== AVAILABLE RECORDS ==
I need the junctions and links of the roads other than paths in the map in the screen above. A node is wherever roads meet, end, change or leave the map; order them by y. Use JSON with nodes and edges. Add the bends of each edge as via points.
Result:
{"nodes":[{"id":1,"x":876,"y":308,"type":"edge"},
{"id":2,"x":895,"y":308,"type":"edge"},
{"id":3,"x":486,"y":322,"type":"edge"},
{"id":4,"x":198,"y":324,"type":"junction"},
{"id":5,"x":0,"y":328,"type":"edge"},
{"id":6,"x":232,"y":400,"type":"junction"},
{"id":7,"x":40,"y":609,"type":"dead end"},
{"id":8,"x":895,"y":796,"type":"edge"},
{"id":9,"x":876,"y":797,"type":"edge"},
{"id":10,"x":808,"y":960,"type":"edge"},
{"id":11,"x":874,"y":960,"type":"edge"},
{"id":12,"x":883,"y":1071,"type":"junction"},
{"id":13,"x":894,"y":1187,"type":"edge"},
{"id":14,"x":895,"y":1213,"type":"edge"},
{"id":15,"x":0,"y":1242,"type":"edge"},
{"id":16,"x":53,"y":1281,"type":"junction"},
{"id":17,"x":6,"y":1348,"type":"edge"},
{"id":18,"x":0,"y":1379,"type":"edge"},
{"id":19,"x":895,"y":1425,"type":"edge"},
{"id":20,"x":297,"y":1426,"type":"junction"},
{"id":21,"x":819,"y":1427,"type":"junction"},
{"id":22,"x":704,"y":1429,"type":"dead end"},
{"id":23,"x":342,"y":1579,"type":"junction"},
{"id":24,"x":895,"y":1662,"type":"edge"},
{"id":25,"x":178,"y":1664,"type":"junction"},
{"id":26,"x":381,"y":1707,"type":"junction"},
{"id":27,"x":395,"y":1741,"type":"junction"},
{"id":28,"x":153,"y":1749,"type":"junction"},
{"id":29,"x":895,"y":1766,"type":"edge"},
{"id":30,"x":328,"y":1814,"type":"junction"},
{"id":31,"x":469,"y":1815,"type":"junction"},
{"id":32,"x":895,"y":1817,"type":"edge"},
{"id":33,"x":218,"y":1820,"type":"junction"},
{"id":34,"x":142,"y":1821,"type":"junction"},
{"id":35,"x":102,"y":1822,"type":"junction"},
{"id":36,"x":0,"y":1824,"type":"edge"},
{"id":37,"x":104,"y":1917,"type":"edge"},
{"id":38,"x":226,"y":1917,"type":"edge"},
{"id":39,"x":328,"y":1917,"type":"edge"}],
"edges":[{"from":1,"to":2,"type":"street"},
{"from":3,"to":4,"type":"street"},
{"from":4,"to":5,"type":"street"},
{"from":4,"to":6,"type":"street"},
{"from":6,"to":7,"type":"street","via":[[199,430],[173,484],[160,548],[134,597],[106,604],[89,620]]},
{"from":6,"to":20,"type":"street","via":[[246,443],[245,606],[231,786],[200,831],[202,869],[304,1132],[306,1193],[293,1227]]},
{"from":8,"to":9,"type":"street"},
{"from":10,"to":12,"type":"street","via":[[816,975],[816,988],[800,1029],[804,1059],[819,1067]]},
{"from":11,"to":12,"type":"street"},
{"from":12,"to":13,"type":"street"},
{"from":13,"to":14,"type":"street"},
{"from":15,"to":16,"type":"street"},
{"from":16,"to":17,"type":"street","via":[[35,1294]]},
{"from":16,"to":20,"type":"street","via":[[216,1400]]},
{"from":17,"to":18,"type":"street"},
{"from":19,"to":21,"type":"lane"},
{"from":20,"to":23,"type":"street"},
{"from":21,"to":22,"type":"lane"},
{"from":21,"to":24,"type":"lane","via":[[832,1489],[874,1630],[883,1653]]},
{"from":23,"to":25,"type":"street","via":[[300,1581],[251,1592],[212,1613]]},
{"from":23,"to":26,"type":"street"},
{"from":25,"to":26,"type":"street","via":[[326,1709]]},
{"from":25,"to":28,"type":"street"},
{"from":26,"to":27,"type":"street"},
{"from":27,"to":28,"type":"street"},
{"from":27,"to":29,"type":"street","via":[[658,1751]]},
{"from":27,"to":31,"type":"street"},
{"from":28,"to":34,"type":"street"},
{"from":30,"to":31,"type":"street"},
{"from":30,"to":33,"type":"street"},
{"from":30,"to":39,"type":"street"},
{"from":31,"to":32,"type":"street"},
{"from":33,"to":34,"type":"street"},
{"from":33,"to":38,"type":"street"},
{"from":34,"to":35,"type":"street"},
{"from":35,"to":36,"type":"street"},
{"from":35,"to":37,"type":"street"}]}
===
**WORK TO COMPLETE**: Would you give the number of lines of the data that include the string "nodes"? Nothing else is wanted.

**WRITTEN RESPONSE**: 2